Also, he has taken on a host of other projects including supervising HBO's new series _House of the Dragon_, suggesting Martin is more interested in Westeros' past than its future. He has practically said on his "Not a Blog" that he will not give A SoIaF any particular priority. The exact words were: "“I know, I know, for many of you out there, only one of those projects matters,” Martin writes. “I am sorry for you. They _ALL_ matter to me.”

So there you pretty much have it. To whomever is hoping for the 6th book to come out some point soon I wouldn't hold my breath that it will come out ever.


----------



## Erestor Arcamen (Jul 20, 2022)

Yup, and I couldnt even finish his books personally. I know a lot of people like them and that's great but I got to A Feast for Crows and just didn't enjoy them. I fear he'll never finish them anyways so see not point in trying to read them.

The same goes for Patrick Rothfuss. I was told his Kingkiller Chronicles are amazing but it's been over a decade since the second book and he's been promising the third. His publisher at one point said they never saw a draft of it, so I think he lost interest as well and I never started his series.


----------



## Radaghast (Jul 20, 2022)

I read up the the last book, _A Dance with Dragons_, 11 years ago. I was eagerly awaiting the next installment but the TV series (which, after season 5, I only followed through reviews) kind of ruined for me anyway, so I'm not sure how much I care anymore. Also, I have developed a distinct dislike of Martin and don't want to give him any money, so if he does ever finish the series I'll wait to borrow the books from the library.

Martin himself was involved with the TV series which of course had to have distracted him from writing the book series. He thought when he sold the TV rights to HBO that he would have finished the books before the TV series, which seems an incredibly naive thought to me, considering the threads he'd created even by that point in time, 2006.


----------



## Halasían (Jul 20, 2022)

Radaghast said:


> WoT
> 
> Wrong thread, I think.


No, right thread.
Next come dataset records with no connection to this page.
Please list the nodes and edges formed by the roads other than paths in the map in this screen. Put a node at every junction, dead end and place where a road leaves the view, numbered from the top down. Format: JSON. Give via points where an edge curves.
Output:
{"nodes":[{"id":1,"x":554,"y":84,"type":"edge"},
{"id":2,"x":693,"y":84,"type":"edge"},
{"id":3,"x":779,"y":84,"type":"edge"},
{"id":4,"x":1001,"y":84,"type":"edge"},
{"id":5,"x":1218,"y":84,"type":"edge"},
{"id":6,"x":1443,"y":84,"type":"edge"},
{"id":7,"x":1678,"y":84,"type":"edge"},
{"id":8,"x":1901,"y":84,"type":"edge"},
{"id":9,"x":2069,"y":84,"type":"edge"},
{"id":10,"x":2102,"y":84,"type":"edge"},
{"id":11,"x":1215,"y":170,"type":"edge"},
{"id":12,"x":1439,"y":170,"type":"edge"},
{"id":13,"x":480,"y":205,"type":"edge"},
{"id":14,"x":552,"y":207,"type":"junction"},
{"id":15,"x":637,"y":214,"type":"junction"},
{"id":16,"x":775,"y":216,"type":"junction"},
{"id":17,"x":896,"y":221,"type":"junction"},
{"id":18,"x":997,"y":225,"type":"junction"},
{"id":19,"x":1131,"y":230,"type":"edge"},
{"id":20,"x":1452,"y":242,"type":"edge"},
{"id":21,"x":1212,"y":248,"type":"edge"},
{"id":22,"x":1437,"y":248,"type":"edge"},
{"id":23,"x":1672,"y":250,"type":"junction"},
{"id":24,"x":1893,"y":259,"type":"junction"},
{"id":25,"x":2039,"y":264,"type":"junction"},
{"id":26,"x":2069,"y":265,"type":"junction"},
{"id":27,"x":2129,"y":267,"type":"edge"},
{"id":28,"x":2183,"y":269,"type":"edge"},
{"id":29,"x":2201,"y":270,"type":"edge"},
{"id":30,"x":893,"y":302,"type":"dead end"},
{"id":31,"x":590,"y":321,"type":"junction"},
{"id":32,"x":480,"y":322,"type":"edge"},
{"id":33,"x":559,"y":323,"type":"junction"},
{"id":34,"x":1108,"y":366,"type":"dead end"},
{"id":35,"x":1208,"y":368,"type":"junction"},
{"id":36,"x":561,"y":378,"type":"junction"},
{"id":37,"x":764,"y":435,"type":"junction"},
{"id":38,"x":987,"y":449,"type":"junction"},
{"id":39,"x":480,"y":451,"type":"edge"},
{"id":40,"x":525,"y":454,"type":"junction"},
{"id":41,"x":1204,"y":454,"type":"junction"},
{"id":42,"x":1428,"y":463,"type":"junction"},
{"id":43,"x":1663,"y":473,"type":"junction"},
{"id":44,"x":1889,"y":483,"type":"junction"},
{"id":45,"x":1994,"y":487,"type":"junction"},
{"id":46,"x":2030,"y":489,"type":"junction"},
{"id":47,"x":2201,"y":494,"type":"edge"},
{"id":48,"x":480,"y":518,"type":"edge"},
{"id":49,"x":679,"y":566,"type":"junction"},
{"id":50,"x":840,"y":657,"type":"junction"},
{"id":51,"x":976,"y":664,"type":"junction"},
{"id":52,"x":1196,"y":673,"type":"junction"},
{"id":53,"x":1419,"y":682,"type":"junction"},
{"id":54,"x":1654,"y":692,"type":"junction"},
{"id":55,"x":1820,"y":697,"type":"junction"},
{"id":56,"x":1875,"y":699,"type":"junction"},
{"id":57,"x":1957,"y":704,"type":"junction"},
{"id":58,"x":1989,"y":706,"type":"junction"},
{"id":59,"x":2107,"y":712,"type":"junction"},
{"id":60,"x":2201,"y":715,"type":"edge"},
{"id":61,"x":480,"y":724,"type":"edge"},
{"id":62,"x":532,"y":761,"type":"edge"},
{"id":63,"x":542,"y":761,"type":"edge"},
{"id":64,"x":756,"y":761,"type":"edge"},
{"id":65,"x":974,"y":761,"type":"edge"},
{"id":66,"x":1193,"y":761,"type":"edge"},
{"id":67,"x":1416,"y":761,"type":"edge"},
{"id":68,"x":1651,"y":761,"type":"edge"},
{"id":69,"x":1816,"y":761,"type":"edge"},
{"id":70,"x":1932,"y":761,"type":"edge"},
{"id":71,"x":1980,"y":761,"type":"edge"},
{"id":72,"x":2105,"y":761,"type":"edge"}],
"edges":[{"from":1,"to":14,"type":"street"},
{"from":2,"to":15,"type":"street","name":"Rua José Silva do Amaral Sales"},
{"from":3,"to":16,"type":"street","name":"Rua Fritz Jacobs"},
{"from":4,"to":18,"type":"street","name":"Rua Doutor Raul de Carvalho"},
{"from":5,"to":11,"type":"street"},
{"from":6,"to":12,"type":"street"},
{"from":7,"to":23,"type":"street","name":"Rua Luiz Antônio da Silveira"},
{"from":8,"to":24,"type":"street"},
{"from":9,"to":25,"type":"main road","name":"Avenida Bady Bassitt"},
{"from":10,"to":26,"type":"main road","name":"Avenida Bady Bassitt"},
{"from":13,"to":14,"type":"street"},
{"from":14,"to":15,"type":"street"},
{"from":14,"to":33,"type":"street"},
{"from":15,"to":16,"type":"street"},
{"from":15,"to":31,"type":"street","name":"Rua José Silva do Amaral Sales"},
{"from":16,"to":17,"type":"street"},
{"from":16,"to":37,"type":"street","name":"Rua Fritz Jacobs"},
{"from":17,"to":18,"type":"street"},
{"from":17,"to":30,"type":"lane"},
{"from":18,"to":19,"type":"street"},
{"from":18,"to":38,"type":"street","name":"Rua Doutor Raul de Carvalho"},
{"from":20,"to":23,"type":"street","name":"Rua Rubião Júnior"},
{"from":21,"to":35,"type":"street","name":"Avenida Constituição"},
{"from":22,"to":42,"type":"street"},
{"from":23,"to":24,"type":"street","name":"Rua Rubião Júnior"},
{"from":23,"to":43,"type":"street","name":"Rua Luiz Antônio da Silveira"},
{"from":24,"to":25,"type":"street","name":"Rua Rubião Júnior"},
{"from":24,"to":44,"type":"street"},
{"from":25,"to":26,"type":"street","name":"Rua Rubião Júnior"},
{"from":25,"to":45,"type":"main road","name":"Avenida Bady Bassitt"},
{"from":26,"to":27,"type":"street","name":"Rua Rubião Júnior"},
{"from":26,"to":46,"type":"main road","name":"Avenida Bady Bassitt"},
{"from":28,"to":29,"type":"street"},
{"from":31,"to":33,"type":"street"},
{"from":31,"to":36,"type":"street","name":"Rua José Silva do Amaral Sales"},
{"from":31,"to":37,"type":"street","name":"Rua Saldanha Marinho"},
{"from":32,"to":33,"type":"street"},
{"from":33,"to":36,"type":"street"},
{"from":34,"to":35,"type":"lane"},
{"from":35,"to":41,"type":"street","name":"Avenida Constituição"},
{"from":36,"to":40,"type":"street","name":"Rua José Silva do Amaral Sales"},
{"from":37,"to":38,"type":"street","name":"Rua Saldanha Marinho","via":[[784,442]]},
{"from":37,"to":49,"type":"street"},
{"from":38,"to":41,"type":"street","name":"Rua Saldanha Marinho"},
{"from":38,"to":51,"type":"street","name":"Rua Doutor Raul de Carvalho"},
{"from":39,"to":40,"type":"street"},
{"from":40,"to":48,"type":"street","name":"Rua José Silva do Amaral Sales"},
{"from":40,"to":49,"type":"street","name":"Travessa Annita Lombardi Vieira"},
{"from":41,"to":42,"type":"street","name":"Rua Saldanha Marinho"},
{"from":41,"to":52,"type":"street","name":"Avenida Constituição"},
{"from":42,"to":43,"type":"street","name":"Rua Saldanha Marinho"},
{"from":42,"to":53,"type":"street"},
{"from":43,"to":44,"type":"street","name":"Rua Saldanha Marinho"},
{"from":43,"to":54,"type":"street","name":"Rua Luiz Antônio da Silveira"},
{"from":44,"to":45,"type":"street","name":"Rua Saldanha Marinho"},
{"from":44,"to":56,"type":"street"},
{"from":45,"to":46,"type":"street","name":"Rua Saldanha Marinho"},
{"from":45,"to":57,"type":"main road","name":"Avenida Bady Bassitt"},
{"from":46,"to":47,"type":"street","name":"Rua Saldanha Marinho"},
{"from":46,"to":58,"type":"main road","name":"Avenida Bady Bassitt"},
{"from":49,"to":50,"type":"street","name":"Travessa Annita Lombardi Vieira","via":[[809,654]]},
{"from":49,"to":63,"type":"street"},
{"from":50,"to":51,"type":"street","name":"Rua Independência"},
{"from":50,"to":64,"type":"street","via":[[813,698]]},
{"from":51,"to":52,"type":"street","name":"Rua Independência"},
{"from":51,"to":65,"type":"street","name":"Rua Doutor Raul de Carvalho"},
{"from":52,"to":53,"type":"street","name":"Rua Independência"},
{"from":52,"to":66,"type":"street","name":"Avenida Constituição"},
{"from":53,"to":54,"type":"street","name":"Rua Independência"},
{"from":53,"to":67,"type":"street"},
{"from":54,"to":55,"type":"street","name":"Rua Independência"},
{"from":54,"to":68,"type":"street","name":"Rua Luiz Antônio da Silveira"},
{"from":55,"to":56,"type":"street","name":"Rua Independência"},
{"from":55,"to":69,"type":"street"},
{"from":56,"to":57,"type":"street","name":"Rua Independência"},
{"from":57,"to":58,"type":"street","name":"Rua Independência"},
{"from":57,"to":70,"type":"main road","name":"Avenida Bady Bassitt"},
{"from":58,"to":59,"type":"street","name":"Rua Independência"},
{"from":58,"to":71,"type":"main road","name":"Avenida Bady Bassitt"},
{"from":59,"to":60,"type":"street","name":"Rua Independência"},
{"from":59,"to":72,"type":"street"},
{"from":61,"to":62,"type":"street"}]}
Typo on phone. *GoT*


And yeah, I think I quit watching after season 5 as well. Think I watched #3, #4, & #5 on long trans-pacific flights.


----------



## Elbereth Vala Varda (Jul 20, 2022)

I must admit, I don't think I've even heard of this book, and this thread is very old, but I would like to note whoever resurrected it! It's always good to see threads resurfacing!


----------



## Halasían (Jul 20, 2022)

Elbereth Vala Varda said:


> I must admit, I don't think I've even heard of this book, and this thread is very old, but I would like to note whoever resurrected it! It's always good to see threads resurfacing!


Look up 'Song of Ice and Fire' by GRR Martin. The TV series only used the name of the first book, 'Game of Thrones'. Personally, I found it rather shallow and uninspiring despite several people who I respect telling me it was worth reading. I think I made it half way through the 1st book (Game of Thrones) on the seventh attempt at reading it. I gave up after that and moved on to Steven Erickson's 'Malazan Book of the Fallen' series. Despite being somewhat convoluted, I found it much more satisfying to read than SoIaF.


----------



## Elbereth Vala Varda (Jul 20, 2022)

Halasían said:


> Look up 'Song of Ice and Fire' by GRR Martin. The TV series only used the name of the first book, 'Game of Thrones'. Personally, I found it rather shallow and uninspiring despite several people who I respect telling me it was worth reading. I think I made it half way through the 1st book (Game of Thrones) on the seventh attempt at reading it. I gave up after that and moved on to Steven Erickson's 'Malazan Book of the Fallen' series. Despite being somewhat convoluted, I found it much more satisfying to read than SoIaF.


Hmm.. I suppose I might. Obviously it will be no Tolkien, seeing as absolutely nothing is save his works, but may be worth a bit of looking into.


----------



## Radaghast (Jul 20, 2022)

Halasían said:


> Look up 'Song of Ice and Fire' by GRR Martin. The TV series only used the name of the first book, 'Game of Thrones'. Personally, I found it rather shallow and uninspiring despite several people who I respect telling me it was worth reading. I think I made it half way through the 1st book (Game of Thrones) on the seventh attempt at reading it. I gave up after that and moved on to Steven Erickson's 'Malazan Book of the Fallen' series. Despite being somewhat convoluted, I found it much more satisfying to read than SoIaF.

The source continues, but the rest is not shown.